O vínculo inquebrantável entre as pessoas e a natureza foi reconhecido pela Assembleia Geral da ONU, que no ano passado confirmou a universalidade do direito humano a um meio ambiente limpo, saudável e sustentável. Com os efeitos destrutivos da mudança climática se intensificando em todo o mundo, há um imperativo legal e moral para autoridades governamentais regularem as indústrias cujos modelos de negócios são incompatíveis com a proteção dos direitos básicos.

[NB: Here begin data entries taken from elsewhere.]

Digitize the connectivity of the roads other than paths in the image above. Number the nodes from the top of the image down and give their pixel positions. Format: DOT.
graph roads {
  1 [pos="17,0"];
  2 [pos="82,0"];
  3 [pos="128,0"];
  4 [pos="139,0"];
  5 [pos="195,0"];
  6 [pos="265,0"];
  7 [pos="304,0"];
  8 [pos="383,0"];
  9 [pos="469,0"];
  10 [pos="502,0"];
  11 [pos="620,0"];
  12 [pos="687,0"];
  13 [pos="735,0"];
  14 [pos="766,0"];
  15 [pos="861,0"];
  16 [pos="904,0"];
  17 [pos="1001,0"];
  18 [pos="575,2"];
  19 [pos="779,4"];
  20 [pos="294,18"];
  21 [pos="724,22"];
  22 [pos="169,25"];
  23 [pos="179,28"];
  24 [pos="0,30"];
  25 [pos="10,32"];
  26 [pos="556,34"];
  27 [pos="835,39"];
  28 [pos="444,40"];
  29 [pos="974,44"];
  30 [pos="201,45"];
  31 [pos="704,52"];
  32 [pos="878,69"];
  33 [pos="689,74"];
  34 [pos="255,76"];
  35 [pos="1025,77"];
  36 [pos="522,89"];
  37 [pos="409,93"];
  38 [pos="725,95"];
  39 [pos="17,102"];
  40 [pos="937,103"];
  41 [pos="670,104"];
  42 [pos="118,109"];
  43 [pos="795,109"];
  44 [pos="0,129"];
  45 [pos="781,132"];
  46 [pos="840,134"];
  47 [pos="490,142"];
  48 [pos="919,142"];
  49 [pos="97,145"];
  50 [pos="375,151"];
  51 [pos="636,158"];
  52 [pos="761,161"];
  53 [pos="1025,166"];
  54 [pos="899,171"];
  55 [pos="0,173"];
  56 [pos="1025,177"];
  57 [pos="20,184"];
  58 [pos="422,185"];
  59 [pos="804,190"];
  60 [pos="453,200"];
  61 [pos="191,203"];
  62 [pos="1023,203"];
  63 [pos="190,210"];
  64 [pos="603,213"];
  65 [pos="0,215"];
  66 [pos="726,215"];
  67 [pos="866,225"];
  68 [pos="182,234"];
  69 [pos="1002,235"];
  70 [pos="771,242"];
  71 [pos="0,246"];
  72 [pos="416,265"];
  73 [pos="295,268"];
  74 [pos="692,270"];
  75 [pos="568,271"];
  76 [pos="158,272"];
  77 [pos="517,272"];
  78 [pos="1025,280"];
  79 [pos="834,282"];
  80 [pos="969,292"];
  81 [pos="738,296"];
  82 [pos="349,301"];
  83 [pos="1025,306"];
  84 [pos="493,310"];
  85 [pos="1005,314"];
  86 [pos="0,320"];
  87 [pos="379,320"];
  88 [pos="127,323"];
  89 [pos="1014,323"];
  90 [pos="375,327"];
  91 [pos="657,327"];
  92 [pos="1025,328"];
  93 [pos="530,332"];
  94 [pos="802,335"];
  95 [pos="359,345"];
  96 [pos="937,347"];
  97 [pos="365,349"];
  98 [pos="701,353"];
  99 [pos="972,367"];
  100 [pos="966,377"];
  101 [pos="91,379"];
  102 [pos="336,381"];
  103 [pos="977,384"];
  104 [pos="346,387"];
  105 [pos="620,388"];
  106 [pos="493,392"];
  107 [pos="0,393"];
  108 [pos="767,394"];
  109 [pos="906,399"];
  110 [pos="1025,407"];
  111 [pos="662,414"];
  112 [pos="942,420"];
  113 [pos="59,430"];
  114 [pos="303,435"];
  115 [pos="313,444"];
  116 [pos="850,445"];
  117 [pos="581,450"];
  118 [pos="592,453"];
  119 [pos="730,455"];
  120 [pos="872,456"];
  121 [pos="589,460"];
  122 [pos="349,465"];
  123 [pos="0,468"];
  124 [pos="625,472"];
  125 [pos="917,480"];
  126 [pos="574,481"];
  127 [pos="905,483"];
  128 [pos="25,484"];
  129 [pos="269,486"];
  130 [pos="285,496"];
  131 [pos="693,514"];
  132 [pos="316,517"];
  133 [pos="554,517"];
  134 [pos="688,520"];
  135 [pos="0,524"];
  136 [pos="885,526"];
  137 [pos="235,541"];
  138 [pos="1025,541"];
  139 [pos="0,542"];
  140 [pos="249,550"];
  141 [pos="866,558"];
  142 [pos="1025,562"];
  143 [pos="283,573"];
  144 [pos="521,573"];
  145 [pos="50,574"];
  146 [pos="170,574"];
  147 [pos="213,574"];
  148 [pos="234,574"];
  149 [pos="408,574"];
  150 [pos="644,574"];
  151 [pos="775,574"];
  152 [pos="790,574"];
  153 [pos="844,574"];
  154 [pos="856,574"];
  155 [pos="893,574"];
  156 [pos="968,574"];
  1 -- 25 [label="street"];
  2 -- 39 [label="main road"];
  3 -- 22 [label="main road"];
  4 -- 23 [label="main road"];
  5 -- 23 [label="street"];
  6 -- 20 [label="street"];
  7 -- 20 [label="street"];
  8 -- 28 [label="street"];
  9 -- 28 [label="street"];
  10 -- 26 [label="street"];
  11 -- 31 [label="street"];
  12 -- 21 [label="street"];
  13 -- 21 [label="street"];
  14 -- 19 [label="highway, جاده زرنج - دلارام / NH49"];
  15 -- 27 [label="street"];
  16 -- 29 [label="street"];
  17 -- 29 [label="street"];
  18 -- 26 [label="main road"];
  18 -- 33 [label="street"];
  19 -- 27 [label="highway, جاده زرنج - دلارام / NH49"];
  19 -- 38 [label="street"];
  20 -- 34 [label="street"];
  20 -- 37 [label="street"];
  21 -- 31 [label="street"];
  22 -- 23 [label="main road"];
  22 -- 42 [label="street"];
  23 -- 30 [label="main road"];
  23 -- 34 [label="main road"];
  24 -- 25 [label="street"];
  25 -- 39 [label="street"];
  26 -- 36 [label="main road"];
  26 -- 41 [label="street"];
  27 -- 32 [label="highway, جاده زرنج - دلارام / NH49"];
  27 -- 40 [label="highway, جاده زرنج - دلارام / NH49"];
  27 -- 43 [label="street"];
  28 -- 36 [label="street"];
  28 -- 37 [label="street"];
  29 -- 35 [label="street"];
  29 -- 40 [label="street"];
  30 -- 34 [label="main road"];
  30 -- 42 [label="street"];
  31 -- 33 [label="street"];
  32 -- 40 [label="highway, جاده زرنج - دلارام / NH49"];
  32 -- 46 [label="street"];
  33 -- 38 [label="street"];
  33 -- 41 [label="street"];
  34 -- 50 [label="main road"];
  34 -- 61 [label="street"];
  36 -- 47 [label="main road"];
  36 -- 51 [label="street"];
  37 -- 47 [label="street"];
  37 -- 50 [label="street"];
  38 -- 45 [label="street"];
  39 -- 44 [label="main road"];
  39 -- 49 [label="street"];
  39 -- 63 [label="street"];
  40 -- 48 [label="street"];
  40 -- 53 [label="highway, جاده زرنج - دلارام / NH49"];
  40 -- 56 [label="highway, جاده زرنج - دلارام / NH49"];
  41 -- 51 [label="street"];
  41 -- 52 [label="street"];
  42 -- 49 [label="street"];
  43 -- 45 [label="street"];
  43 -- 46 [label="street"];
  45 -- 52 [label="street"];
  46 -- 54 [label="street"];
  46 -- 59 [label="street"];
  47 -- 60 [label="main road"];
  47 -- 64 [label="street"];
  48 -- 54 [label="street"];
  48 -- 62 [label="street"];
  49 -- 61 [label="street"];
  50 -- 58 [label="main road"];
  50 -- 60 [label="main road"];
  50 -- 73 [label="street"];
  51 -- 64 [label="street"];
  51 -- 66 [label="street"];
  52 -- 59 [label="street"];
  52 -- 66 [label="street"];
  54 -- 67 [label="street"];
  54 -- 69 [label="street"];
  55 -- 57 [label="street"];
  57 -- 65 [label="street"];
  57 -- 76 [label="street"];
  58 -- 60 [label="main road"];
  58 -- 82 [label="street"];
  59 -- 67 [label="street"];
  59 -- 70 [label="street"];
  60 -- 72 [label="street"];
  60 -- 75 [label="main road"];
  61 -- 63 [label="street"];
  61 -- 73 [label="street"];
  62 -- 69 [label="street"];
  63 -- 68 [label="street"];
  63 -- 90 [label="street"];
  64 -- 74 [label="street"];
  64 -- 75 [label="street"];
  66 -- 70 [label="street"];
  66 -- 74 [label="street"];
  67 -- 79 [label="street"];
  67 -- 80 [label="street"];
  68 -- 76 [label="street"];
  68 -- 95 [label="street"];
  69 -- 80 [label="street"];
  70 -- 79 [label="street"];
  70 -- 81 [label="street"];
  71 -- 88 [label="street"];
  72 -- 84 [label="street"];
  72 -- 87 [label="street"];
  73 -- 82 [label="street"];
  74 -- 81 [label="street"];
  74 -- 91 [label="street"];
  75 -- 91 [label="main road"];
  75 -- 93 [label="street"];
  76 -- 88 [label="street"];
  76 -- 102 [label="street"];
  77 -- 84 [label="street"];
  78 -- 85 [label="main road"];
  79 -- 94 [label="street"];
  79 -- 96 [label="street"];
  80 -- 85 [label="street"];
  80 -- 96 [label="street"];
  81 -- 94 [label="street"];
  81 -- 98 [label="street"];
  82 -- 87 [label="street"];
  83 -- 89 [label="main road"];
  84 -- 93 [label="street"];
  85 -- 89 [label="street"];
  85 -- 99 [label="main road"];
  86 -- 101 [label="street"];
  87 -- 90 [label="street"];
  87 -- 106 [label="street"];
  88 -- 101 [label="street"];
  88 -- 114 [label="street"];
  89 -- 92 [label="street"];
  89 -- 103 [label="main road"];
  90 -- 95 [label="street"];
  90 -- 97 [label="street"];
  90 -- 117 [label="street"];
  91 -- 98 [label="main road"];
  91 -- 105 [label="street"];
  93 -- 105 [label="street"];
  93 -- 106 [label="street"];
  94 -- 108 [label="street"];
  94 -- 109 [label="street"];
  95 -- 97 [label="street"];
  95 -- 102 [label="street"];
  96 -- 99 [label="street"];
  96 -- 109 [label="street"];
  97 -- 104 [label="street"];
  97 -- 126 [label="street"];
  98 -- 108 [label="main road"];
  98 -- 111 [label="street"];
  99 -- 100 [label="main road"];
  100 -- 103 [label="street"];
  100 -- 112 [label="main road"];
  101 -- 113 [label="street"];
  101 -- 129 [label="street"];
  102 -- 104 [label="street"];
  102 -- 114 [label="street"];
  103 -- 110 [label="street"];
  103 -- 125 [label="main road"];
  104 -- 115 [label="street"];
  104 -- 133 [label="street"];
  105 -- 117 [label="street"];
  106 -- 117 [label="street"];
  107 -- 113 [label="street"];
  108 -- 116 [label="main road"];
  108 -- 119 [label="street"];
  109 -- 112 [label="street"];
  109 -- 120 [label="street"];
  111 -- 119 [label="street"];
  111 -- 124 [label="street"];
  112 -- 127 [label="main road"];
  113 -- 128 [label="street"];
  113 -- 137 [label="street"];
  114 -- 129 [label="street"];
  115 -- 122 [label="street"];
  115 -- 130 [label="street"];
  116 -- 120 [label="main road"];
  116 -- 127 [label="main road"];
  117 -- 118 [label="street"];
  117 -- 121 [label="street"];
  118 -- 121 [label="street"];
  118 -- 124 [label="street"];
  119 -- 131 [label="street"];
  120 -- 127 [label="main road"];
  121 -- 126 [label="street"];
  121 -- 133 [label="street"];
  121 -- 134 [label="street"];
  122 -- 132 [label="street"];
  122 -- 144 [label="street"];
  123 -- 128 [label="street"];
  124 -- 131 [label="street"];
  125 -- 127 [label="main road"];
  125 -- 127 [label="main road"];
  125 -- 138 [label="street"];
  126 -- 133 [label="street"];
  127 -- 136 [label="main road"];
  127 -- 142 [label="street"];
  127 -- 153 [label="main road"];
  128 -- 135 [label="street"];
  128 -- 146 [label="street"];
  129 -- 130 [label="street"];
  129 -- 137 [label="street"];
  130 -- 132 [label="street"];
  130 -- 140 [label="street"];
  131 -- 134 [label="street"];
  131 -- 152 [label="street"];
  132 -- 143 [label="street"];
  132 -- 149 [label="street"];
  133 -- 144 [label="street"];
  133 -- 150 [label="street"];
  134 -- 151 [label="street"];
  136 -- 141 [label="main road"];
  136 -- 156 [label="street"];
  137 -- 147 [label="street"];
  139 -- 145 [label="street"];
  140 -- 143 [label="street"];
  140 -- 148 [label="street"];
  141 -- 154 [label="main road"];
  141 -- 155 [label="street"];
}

Para evitar os piores efeitos da mudança climática e enfrentar o custo sobre os direitos humanos em todos os estágios de suas operações, os governos precisam trabalhar urgentemente para implementar uma transição justa para eliminar gradualmente os combustíveis fósseis e impedir que o agronegócio continue destruindo as florestas do mundo. Ao mesmo tempo, os governos deveriam agir com urgência na defesa dos direitos humanos em suas respostas aos extremos climáticos e às mudanças graduais que já são inevitáveis, protegendo as populações em maior risco, incluindo povos indígenas, mulheres, crianças, idosos, pessoas com deficiência e pessoas que vivem em situação de pobreza.
Muitas dessas comunidades também estão liderando a tarefa de proteger seus modos de vida e seus lares contra operações das minas de carvão, petróleo e gás que poluem a água de que dependem para cozinhar, limpar e beber, e resultam na elevação dos mares que engolem as terras onde vivem. Convergir as comunidades da linha de frente e os defensores do meio ambiente é uma das maneiras mais poderosas de combater as atividades corporativas e governamentais que prejudicam o meio ambiente e protegem os ecossistemas críticos necessários para enfrentar a crise climática.
Indígenas defensores da floresta são fundamentais para a proteção da Amazônia brasileira, um ecossistema vital para retardar os efeitos da mudança climática por meio do armazenamento de carbono. Em vez de apoiá-los, o governo do então presidente Jair Bolsonaro permitiu o desmatamento ilegal e enfraqueceu a proteção dos direitos dos povos indígenas. A desastrosa destruição ambiental durante seu mandato de quatro anos foi acompanhada de graves violações de direitos, incluindo violência e intimidação contra aqueles que tentaram detê-la.
O recém-eleito presidente do Brasil, Luiz Inácio Lula da Silva, prometeu reduzir o desmatamento da Amazônia a zero e defender os direitos dos povos indígenas. Durante seus dois mandatos anteriores, de 2003 a 2010, o desmatamento caiu drasticamente, mas sua administração também promoveu barragens e outros projetos de infraestrutura com alto impacto ambiental e social na Amazônia. A habilidade do presidente Lula de cumprir seus compromissos climáticos e de direitos humanos é crítica para o Brasil e para o mundo.
Uma nova compreensão internacional dos direitos humanos
A magnitude, escala e frequência das crises de direitos humanos em todo o mundo mostram a urgência de uma nova abordagem e um novo modelo de ação. Observar nossos maiores desafios e ameaças ao mundo moderno por meio da lente dos direitos humanos revela não apenas as profundas causas da ruptura, mas também oferece orientação para enfrentá-las.
Todo governo tem a obrigação de proteger e promover o respeito aos direitos humanos. Depois de anos de esforços fragmentados e muitas vezes indiferentes em defesa de civis ameaçados em lugares como Iêmen, Afeganistão e Sudão do Sul, a mobilização mundial em torno da Ucrânia nos lembra do potencial extraordinário quando os governos cumprem suas responsabilidades de direitos humanos em escala global. Todos os governos deveriam trazer o mesmo espírito de solidariedade para a multiplicidade de crises de direitos humanos em todo o mundo, e não apenas quando for de seu interesse.